__Task item__
What lines in the records include the string "HAMZAH"? Return each one.

__Dataset excerpts__

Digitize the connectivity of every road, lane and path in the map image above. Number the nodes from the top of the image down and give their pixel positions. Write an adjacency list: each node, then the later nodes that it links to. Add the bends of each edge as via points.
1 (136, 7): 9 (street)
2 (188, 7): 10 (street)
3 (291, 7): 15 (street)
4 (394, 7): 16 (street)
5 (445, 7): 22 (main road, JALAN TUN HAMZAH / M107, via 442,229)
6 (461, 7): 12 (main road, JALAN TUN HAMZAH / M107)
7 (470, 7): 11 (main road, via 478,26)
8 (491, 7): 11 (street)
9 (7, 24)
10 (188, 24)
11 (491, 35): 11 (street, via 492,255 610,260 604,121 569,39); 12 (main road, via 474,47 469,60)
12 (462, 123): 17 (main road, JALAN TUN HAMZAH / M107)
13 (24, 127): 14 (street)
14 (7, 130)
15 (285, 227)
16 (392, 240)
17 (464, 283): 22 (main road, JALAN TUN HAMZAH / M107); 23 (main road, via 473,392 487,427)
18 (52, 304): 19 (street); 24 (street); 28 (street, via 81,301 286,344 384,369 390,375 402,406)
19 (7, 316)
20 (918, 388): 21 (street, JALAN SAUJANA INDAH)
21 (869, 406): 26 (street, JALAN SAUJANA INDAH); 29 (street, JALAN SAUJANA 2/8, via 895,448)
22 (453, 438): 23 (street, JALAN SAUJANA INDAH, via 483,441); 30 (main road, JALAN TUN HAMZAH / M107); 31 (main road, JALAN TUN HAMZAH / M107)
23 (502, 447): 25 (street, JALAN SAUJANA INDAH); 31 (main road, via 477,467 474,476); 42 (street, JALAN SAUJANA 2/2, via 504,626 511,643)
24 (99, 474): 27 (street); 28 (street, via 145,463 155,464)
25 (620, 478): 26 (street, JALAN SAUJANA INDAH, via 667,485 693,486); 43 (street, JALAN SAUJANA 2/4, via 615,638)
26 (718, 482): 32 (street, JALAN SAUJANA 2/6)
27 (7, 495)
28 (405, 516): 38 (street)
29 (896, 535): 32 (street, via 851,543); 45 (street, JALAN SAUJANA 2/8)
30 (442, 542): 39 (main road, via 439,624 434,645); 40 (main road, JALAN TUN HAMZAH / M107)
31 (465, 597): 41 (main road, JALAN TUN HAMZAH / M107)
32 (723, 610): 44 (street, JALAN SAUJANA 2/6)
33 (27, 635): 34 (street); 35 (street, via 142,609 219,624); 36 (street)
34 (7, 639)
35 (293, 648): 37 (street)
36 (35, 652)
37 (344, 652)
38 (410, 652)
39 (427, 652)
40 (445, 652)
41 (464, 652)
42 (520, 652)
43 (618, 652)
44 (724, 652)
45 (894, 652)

__Result of this task__
5 (445, 7): 22 (main road, JALAN TUN HAMZAH / M107, via 442,229)
6 (461, 7): 12 (main road, JALAN TUN HAMZAH / M107)
12 (462, 123): 17 (main road, JALAN TUN HAMZAH / M107)
17 (464, 283): 22 (main road, JALAN TUN HAMZAH / M107); 23 (main road, via 473,392 487,427)
22 (453, 438): 23 (street, JALAN SAUJANA INDAH, via 483,441); 30 (main road, JALAN TUN HAMZAH / M107); 31 (main road, JALAN TUN HAMZAH / M107)
30 (442, 542): 39 (main road, via 439,624 434,645); 40 (main road, JALAN TUN HAMZAH / M107)
31 (465, 597): 41 (main road, JALAN TUN HAMZAH / M107)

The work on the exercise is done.